> _What you need to do_
From the entries that follow, copy each line containing the word "Tiro".
···
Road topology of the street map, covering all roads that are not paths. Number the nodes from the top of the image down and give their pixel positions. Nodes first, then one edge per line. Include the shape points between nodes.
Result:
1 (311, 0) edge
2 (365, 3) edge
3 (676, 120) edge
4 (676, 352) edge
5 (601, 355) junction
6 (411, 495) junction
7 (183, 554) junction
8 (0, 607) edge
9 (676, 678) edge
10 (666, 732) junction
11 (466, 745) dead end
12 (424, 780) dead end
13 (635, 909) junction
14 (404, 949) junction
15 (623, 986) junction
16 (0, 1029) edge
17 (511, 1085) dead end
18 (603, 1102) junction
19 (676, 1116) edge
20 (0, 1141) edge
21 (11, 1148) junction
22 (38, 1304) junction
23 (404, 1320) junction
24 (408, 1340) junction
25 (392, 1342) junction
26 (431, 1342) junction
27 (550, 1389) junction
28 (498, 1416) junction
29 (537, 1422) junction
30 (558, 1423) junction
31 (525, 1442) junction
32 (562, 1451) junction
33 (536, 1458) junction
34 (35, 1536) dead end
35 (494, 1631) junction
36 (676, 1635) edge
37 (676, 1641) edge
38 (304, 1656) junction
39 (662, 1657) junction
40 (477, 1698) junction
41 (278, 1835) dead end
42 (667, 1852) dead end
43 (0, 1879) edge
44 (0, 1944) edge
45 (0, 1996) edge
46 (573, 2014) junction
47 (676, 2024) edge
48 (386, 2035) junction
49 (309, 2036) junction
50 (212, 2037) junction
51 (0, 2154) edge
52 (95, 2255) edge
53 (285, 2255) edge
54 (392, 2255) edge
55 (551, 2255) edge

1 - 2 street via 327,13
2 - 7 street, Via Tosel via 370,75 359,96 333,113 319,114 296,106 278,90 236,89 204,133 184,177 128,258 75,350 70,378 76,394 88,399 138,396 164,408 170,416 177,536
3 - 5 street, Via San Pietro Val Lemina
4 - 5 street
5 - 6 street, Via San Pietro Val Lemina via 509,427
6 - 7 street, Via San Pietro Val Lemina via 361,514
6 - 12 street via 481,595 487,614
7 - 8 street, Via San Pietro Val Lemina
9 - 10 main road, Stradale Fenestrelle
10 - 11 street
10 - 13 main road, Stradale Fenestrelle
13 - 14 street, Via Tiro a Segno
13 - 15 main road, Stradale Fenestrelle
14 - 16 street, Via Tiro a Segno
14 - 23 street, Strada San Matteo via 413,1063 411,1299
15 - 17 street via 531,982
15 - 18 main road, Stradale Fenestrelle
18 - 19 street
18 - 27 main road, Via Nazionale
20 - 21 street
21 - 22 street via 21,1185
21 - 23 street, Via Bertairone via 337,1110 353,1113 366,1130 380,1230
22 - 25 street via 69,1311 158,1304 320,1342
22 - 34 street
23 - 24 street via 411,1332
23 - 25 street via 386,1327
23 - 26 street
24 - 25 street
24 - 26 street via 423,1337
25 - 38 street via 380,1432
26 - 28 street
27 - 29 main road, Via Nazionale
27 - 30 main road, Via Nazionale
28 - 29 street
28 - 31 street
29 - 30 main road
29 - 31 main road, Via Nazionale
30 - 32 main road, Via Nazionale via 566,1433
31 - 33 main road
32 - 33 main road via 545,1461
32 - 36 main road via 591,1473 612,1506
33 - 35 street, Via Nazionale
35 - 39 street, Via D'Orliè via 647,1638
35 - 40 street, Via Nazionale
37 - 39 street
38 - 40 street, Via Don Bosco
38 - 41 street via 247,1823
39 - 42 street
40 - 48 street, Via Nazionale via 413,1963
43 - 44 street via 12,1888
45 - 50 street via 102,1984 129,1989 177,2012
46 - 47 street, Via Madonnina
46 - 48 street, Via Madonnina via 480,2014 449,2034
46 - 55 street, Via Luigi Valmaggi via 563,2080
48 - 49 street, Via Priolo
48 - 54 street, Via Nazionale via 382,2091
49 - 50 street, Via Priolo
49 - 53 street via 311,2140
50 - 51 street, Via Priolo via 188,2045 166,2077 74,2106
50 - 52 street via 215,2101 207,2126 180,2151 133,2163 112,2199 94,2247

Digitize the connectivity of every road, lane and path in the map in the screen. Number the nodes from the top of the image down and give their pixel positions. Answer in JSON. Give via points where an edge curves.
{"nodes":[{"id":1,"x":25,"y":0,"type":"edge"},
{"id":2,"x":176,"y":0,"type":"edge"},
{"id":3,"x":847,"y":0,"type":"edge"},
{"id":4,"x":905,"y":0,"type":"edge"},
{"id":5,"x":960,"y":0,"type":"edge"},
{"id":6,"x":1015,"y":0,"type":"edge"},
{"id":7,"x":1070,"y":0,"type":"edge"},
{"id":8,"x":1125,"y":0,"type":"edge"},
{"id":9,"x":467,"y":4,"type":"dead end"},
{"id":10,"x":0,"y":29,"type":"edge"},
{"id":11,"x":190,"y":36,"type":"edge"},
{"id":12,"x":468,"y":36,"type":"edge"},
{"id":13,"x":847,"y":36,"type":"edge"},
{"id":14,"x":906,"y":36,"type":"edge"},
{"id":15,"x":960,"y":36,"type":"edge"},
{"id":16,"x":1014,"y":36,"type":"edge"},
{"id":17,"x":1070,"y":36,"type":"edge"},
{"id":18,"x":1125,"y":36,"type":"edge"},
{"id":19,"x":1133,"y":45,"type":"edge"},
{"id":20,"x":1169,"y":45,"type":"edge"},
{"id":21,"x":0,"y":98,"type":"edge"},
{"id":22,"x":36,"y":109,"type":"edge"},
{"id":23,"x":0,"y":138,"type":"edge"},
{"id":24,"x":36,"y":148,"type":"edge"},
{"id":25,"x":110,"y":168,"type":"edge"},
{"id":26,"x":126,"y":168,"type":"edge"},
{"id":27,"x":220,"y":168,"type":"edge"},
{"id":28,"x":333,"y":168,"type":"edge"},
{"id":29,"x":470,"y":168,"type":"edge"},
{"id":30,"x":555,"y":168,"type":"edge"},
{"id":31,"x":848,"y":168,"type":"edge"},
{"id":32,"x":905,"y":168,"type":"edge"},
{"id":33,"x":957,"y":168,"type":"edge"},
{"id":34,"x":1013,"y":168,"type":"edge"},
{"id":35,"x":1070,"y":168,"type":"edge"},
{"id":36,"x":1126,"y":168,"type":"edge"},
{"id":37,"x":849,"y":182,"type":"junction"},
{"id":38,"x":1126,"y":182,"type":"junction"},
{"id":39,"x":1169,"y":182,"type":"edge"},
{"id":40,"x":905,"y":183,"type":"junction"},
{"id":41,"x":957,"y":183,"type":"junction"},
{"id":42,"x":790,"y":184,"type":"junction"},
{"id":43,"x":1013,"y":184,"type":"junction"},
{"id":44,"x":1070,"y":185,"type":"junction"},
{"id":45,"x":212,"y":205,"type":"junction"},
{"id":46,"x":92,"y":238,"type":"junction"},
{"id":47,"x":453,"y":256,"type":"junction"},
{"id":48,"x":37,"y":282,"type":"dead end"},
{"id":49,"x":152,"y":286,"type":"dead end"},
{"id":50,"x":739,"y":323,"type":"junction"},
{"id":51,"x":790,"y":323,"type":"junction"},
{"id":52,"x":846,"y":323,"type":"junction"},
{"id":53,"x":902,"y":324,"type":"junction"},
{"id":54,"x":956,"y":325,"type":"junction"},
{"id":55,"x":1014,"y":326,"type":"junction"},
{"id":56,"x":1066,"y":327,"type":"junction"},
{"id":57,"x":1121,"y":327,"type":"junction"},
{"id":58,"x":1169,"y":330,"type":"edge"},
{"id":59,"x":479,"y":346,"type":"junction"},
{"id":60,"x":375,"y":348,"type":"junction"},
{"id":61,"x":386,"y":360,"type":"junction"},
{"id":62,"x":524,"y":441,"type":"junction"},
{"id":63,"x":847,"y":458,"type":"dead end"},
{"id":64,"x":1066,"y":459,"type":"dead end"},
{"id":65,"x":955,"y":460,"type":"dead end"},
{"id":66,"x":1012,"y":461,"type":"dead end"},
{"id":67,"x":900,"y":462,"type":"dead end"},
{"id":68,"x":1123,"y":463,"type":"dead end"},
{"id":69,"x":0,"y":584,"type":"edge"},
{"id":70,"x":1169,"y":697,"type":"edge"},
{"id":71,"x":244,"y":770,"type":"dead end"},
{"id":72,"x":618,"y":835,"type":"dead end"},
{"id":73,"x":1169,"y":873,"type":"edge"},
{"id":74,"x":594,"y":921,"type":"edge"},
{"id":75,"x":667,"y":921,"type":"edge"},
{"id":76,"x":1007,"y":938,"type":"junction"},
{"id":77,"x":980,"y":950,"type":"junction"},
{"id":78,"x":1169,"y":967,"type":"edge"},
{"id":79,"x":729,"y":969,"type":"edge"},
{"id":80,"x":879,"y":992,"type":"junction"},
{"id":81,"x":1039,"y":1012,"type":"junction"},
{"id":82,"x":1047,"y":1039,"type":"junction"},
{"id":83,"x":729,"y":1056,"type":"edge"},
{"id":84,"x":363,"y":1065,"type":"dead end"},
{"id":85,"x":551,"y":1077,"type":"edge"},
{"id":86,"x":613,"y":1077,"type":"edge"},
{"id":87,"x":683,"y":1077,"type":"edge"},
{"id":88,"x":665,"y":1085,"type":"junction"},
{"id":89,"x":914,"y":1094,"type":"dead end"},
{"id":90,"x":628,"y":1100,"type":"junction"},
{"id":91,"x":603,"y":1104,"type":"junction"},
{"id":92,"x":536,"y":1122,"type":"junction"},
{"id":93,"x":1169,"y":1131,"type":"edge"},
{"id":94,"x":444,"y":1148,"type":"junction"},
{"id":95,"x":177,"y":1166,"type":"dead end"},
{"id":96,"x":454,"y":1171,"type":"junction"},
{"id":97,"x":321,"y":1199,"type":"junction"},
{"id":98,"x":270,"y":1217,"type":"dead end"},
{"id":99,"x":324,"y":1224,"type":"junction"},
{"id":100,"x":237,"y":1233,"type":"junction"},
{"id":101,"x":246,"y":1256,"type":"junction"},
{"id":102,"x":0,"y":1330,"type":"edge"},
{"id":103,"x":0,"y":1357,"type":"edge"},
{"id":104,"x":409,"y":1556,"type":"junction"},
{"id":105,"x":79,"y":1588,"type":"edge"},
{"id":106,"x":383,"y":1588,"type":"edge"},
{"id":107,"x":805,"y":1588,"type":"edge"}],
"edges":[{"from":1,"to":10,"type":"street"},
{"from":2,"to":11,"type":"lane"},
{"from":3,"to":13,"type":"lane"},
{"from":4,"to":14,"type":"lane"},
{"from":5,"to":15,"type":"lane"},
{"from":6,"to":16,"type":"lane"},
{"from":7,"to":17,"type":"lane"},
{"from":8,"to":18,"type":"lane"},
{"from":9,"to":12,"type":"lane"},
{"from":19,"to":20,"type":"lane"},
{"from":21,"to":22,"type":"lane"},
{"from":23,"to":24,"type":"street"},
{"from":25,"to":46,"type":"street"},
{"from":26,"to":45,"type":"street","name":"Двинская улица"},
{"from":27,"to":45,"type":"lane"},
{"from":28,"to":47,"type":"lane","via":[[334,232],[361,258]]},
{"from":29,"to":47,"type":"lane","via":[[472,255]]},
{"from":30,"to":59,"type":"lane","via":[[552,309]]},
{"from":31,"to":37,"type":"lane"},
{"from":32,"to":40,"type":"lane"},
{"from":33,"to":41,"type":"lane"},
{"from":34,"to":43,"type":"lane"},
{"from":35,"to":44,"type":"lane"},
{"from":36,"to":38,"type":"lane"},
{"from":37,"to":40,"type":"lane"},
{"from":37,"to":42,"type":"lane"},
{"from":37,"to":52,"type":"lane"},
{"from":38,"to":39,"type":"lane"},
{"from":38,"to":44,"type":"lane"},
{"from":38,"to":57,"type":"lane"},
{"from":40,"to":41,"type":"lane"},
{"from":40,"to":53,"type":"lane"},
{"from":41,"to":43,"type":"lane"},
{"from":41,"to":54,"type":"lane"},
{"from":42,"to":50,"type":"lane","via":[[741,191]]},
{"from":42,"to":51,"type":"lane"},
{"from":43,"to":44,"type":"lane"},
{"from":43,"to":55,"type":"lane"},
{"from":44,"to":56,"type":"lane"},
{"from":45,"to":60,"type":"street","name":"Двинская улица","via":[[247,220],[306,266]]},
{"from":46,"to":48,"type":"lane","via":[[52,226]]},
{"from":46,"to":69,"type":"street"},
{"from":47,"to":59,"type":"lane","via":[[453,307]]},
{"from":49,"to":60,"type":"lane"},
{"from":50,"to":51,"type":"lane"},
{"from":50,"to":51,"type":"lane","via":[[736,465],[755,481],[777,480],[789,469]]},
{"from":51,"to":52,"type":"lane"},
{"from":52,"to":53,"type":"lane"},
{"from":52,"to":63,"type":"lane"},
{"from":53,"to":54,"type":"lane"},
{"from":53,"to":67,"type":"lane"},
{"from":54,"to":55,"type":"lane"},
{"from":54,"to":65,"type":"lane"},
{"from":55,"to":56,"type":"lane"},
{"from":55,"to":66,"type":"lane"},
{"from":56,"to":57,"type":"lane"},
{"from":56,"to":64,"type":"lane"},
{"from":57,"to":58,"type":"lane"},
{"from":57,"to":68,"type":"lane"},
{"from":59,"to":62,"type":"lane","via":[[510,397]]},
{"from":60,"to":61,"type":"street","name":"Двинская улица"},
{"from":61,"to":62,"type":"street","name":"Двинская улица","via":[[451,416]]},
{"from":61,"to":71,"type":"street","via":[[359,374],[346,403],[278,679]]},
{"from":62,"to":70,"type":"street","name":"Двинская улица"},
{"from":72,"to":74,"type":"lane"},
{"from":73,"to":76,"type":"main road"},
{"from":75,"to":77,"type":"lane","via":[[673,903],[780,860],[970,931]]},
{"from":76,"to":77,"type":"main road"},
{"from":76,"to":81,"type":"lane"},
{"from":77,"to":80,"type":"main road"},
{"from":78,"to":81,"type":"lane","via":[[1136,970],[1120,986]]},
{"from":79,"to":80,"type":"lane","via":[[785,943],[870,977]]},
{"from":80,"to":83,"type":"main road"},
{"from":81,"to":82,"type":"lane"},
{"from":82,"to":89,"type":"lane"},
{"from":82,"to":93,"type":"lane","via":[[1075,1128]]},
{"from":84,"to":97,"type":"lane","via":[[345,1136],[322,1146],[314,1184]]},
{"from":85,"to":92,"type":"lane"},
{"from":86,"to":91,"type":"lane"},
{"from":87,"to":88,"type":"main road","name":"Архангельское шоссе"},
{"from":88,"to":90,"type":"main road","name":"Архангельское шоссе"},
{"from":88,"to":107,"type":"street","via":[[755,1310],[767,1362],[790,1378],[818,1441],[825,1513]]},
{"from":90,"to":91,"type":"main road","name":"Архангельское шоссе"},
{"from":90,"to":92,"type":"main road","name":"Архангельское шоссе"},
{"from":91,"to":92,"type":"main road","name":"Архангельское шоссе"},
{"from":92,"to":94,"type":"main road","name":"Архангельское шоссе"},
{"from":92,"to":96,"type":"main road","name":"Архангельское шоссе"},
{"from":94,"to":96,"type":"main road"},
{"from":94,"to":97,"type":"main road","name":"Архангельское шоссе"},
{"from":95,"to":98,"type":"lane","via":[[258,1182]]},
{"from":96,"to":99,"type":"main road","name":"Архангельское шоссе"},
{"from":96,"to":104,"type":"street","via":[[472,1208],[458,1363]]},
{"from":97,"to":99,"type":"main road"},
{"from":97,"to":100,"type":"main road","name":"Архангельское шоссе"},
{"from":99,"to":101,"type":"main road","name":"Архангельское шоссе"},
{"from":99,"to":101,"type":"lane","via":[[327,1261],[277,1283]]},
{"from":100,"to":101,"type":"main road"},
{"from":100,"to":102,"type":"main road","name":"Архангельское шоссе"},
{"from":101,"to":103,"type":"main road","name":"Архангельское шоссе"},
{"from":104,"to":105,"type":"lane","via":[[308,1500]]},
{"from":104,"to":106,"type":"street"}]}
···
> _Result for this exercise_
13 - 14 street, Via Tiro a Segno
14 - 16 street, Via Tiro a Segno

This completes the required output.